Detection of fibronectin on vascular flow surfaces by enzyme-linked immunosorbent assay

Numerous variables are involved in the attachment of endothelial cells to a substrate. Quantifying these factors both on native vessels and on synthetic substrates is important in determining the success of endothelial cell attachment, retention, and growth on these substrates. Fibronectin is an important cell attachment molecule and is likely to be key to the successful attachment of endothelial cells to any substrate. For this reason we have developed an enzyme-linked immunosorbent assay for interrogation of the luminal surface of native and synthetic vessels for the presence of fibronectin. A plexiglass chamber was designed with two blocks, an upper block with wells and a lower supporting block.

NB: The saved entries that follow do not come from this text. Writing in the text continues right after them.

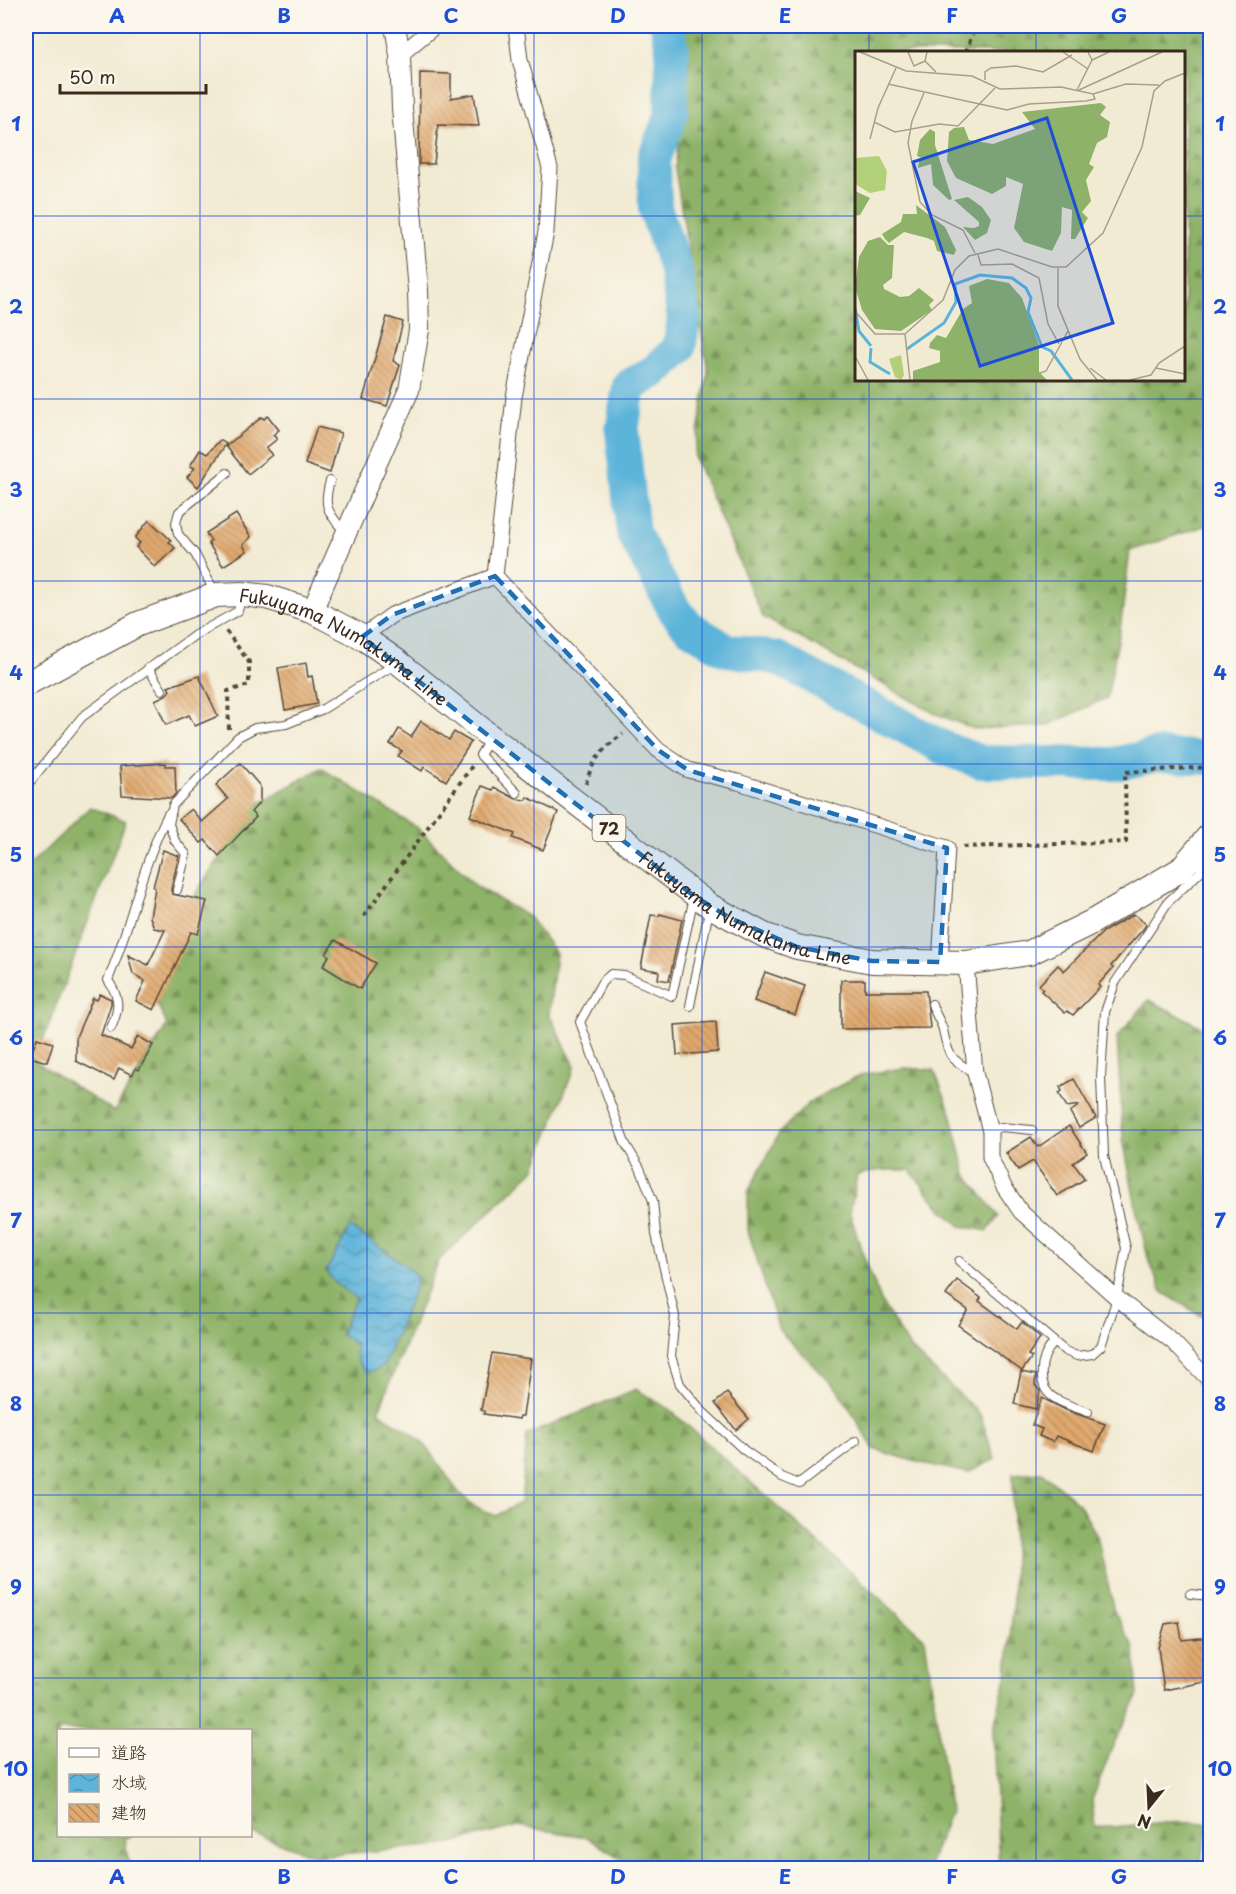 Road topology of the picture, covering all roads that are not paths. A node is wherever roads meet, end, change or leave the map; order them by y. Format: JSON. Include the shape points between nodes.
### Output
{"nodes":[{"id":1,"x":395,"y":26,"type":"edge"},
{"id":2,"x":435,"y":26,"type":"edge"},
{"id":3,"x":516,"y":26,"type":"edge"},
{"id":4,"x":400,"y":56,"type":"junction"},
{"id":5,"x":227,"y":473,"type":"dead end"},
{"id":6,"x":330,"y":482,"type":"dead end"},
{"id":7,"x":346,"y":534,"type":"junction"},
{"id":8,"x":495,"y":576,"type":"junction"},
{"id":9,"x":243,"y":594,"type":"junction"},
{"id":10,"x":216,"y":595,"type":"junction"},
{"id":11,"x":312,"y":611,"type":"junction"},
{"id":12,"x":362,"y":637,"type":"junction"},
{"id":13,"x":398,"y":662,"type":"junction"},
{"id":14,"x":148,"y":668,"type":"junction"},
{"id":15,"x":26,"y":684,"type":"edge"},
{"id":16,"x":162,"y":690,"type":"dead end"},
{"id":17,"x":485,"y":746,"type":"junction"},
{"id":18,"x":26,"y":787,"type":"edge"},
{"id":19,"x":517,"y":793,"type":"dead end"},
{"id":20,"x":173,"y":805,"type":"junction"},
{"id":21,"x":1206,"y":842,"type":"edge"},
{"id":22,"x":177,"y":890,"type":"dead end"},
{"id":23,"x":702,"y":901,"type":"junction"},
{"id":24,"x":940,"y":962,"type":"junction"},
{"id":25,"x":966,"y":963,"type":"junction"},
{"id":26,"x":932,"y":1004,"type":"dead end"},
{"id":27,"x":690,"y":1006,"type":"dead end"},
{"id":28,"x":111,"y":1028,"type":"dead end"},
{"id":29,"x":975,"y":1072,"type":"junction"},
{"id":30,"x":1032,"y":1130,"type":"dead end"},
{"id":31,"x":990,"y":1131,"type":"junction"},
{"id":32,"x":959,"y":1261,"type":"dead end"},
{"id":33,"x":1116,"y":1298,"type":"junction"},
{"id":34,"x":1053,"y":1344,"type":"junction"},
{"id":35,"x":1210,"y":1381,"type":"edge"},
{"id":36,"x":1088,"y":1412,"type":"dead end"},
{"id":37,"x":856,"y":1441,"type":"dead end"},
{"id":38,"x":1190,"y":1594,"type":"dead end"},
{"id":39,"x":1210,"y":1596,"type":"edge"}],
"edges":[{"from":1,"to":4,"type":"street"},
{"from":2,"to":4,"type":"street"},
{"from":3,"to":8,"type":"street","via":[[520,60],[550,168],[546,232],[514,398]]},
{"from":4,"to":7,"type":"street","via":[[419,330],[408,390]]},
{"from":5,"to":10,"type":"lane","via":[[179,512],[176,523],[178,534],[195,554]]},
{"from":6,"to":7,"type":"lane","via":[[326,508]]},
{"from":7,"to":11,"type":"street"},
{"from":8,"to":12,"type":"street","via":[[392,615]]},
{"from":8,"to":24,"type":"street","via":[[658,750],[688,770],[947,848]]},
{"from":9,"to":10,"type":"main road","name":"Fukuyama Numakuma Line","number":"72"},
{"from":9,"to":11,"type":"main road","name":"Fukuyama Numakuma Line","number":"72"},
{"from":9,"to":14,"type":"lane","via":[[238,611]]},
{"from":10,"to":15,"type":"main road","name":"Fukuyama Numakuma Line","number":"72","via":[[138,624]]},
{"from":11,"to":12,"type":"main road","name":"Fukuyama Numakuma Line","number":"72"},
{"from":12,"to":13,"type":"main road","name":"Fukuyama Numakuma Line","number":"72"},
{"from":13,"to":17,"type":"main road","name":"Fukuyama Numakuma Line","number":"72"},
{"from":13,"to":20,"type":"lane","via":[[322,709],[286,724],[255,728],[238,737]]},
{"from":14,"to":16,"type":"lane"},
{"from":14,"to":18,"type":"lane","via":[[82,717]]},
{"from":17,"to":19,"type":"lane"},
{"from":17,"to":23,"type":"main road","name":"Fukuyama Numakuma Line","number":"72","via":[[580,805]]},
{"from":20,"to":22,"type":"lane","via":[[169,824],[175,841],[186,854]]},
{"from":20,"to":28,"type":"lane","via":[[148,856],[108,980],[117,993],[119,1010]]},
{"from":21,"to":25,"type":"main road","name":"Fukuyama Numakuma Line","number":"72","via":[[1180,870],[1092,922],[1029,953]]},
{"from":21,"to":33,"type":"lane","via":[[1200,872],[1168,902],[1115,983],[1105,1012],[1101,1077],[1104,1155],[1126,1248]]},
{"from":23,"to":24,"type":"main road","name":"Fukuyama Numakuma Line","number":"72","via":[[764,935],[797,947],[872,961]]},
{"from":23,"to":27,"type":"lane"},
{"from":23,"to":37,"type":"lane","via":[[672,996],[624,975],[611,974],[602,982],[580,1023],[625,1143],[654,1201],[656,1234],[675,1316],[671,1356],[680,1383],[703,1412],[744,1450],[799,1484]]},
{"from":24,"to":25,"type":"main road","name":"Fukuyama Numakuma Line","number":"72"},
{"from":25,"to":29,"type":"street"},
{"from":26,"to":29,"type":"lane","via":[[943,1028],[943,1041],[954,1061]]},
{"from":29,"to":31,"type":"street"},
{"from":30,"to":31,"type":"lane","via":[[1001,1127]]},
{"from":31,"to":33,"type":"street","via":[[990,1157],[1021,1212]]},
{"from":32,"to":34,"type":"lane"},
{"from":33,"to":34,"type":"lane","via":[[1101,1346],[1092,1354],[1077,1356]]},
{"from":33,"to":35,"type":"street","via":[[1173,1342]]},
{"from":34,"to":36,"type":"lane","via":[[1045,1352],[1041,1373],[1045,1387],[1054,1399]]},
{"from":38,"to":39,"type":"lane"}]}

The chamber was then assembled with a vessel between the two blocks, forming the bottom of the well. This luminal surface was then interrogated by conventional enzyme-linked immunosorbent assay. Native vessels, collagenase-digested vessels, acellular matrices and PTFE preclotted with whole blood were assayed to determine the quantity of fibronectin present. These results were correlated with a bioassay developed to determine the quantity of fibronectin necessary for cell attachment. It was concluded that all of the samples assayed had ample fibronectin for cell attachment and that other factors must be responsible for successful maintenance of a cell monolayer.